- **WHAT YOU ARE ASKED TO DO**
From the first line to the last, restate the material word for word; pictures stay out.

- **DATA UNDER STUDY**
______

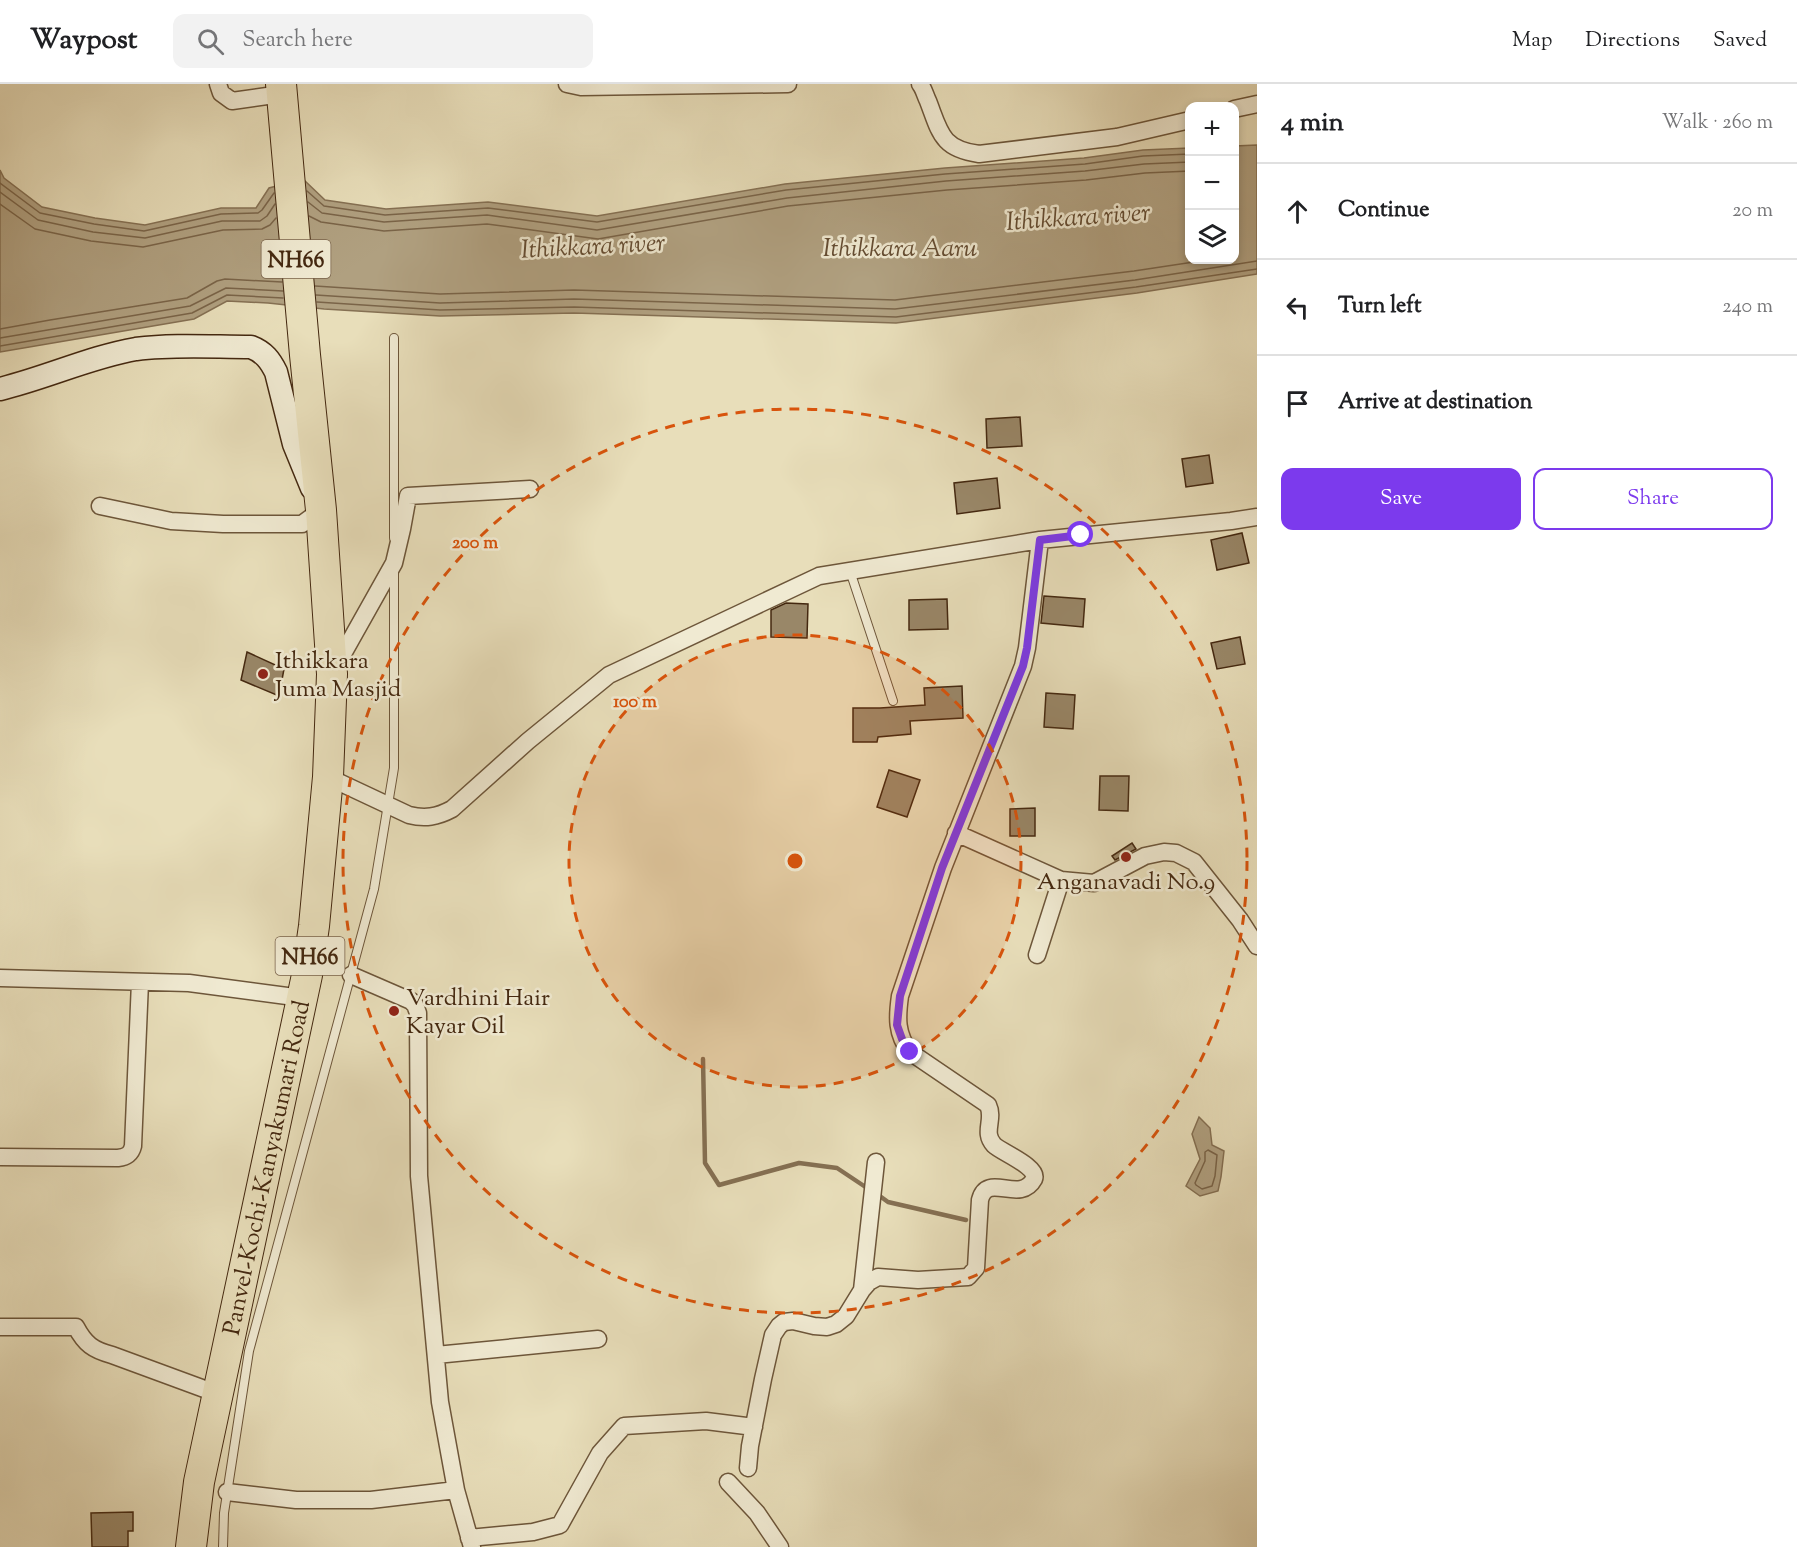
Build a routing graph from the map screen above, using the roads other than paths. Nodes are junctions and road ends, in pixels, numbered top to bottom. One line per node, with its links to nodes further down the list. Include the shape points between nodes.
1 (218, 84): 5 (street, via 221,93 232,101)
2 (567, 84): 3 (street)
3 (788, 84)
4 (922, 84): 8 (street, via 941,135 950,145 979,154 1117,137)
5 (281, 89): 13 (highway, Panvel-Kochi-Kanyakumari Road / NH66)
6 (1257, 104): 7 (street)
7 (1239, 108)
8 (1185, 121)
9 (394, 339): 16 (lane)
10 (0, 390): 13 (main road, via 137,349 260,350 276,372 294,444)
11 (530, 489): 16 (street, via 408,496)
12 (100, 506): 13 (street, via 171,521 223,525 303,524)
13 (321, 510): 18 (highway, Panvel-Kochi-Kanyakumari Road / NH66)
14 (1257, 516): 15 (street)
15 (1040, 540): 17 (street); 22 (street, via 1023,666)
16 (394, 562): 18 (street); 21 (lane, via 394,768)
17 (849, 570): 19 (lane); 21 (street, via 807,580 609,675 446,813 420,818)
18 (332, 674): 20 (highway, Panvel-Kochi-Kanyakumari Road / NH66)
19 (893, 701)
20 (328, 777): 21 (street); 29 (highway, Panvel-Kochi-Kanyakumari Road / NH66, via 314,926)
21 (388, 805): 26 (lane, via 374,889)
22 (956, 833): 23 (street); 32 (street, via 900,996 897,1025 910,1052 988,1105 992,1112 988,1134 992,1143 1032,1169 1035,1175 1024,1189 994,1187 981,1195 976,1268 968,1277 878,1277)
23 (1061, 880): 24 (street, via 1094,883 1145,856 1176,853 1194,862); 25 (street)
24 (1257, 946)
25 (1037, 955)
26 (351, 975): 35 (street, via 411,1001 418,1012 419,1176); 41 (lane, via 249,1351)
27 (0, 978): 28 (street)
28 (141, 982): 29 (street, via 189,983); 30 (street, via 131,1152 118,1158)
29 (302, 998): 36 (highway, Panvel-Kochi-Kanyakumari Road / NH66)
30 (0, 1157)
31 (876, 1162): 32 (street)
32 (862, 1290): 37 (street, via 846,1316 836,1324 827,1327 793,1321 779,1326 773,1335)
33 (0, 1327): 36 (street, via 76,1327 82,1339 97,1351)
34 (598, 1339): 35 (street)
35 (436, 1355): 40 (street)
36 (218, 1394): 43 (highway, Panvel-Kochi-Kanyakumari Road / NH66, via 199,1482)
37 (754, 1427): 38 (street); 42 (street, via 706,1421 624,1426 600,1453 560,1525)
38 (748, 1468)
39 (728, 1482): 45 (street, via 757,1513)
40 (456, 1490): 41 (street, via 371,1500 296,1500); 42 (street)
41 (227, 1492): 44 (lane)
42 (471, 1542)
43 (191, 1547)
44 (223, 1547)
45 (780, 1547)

______

- **ANSWER SECTION**
Build a routing graph from the map screen above, using the roads other than paths. Nodes are junctions and road ends, in pixels, numbered top to bottom. One line per node, with its links to nodes further down the list. Include the shape points between nodes.
1 (218, 84): 5 (street, via 221,93 232,101)
2 (567, 84): 3 (street)
3 (788, 84)
4 (922, 84): 8 (street, via 941,135 950,145 979,154 1117,137)
5 (281, 89): 13 (highway, Panvel-Kochi-Kanyakumari Road / NH66)
6 (1257, 104): 7 (street)
7 (1239, 108)
8 (1185, 121)
9 (394, 339): 16 (lane)
10 (0, 390): 13 (main road, via 137,349 260,350 276,372 294,444)
11 (530, 489): 16 (street, via 408,496)
12 (100, 506): 13 (street, via 171,521 223,525 303,524)
13 (321, 510): 18 (highway, Panvel-Kochi-Kanyakumari Road / NH66)
14 (1257, 516): 15 (street)
15 (1040, 540): 17 (street); 22 (street, via 1023,666)
16 (394, 562): 18 (street); 21 (lane, via 394,768)
17 (849, 570): 19 (lane); 21 (street, via 807,580 609,675 446,813 420,818)
18 (332, 674): 20 (highway, Panvel-Kochi-Kanyakumari Road / NH66)
19 (893, 701)
20 (328, 777): 21 (street); 29 (highway, Panvel-Kochi-Kanyakumari Road / NH66, via 314,926)
21 (388, 805): 26 (lane, via 374,889)
22 (956, 833): 23 (street); 32 (street, via 900,996 897,1025 910,1052 988,1105 992,1112 988,1134 992,1143 1032,1169 1035,1175 1024,1189 994,1187 981,1195 976,1268 968,1277 878,1277)
23 (1061, 880): 24 (street, via 1094,883 1145,856 1176,853 1194,862); 25 (street)
24 (1257, 946)
25 (1037, 955)
26 (351, 975): 35 (street, via 411,1001 418,1012 419,1176); 41 (lane, via 249,1351)
27 (0, 978): 28 (street)
28 (141, 982): 29 (street, via 189,983); 30 (street, via 131,1152 118,1158)
29 (302, 998): 36 (highway, Panvel-Kochi-Kanyakumari Road / NH66)
30 (0, 1157)
31 (876, 1162): 32 (street)
32 (862, 1290): 37 (street, via 846,1316 836,1324 827,1327 793,1321 779,1326 773,1335)
33 (0, 1327): 36 (street, via 76,1327 82,1339 97,1351)
34 (598, 1339): 35 (street)
35 (436, 1355): 40 (street)
36 (218, 1394): 43 (highway, Panvel-Kochi-Kanyakumari Road / NH66, via 199,1482)
37 (754, 1427): 38 (street); 42 (street, via 706,1421 624,1426 600,1453 560,1525)
38 (748, 1468)
39 (728, 1482): 45 (street, via 757,1513)
40 (456, 1490): 41 (street, via 371,1500 296,1500); 42 (street)
41 (227, 1492): 44 (lane)
42 (471, 1542)
43 (191, 1547)
44 (223, 1547)
45 (780, 1547)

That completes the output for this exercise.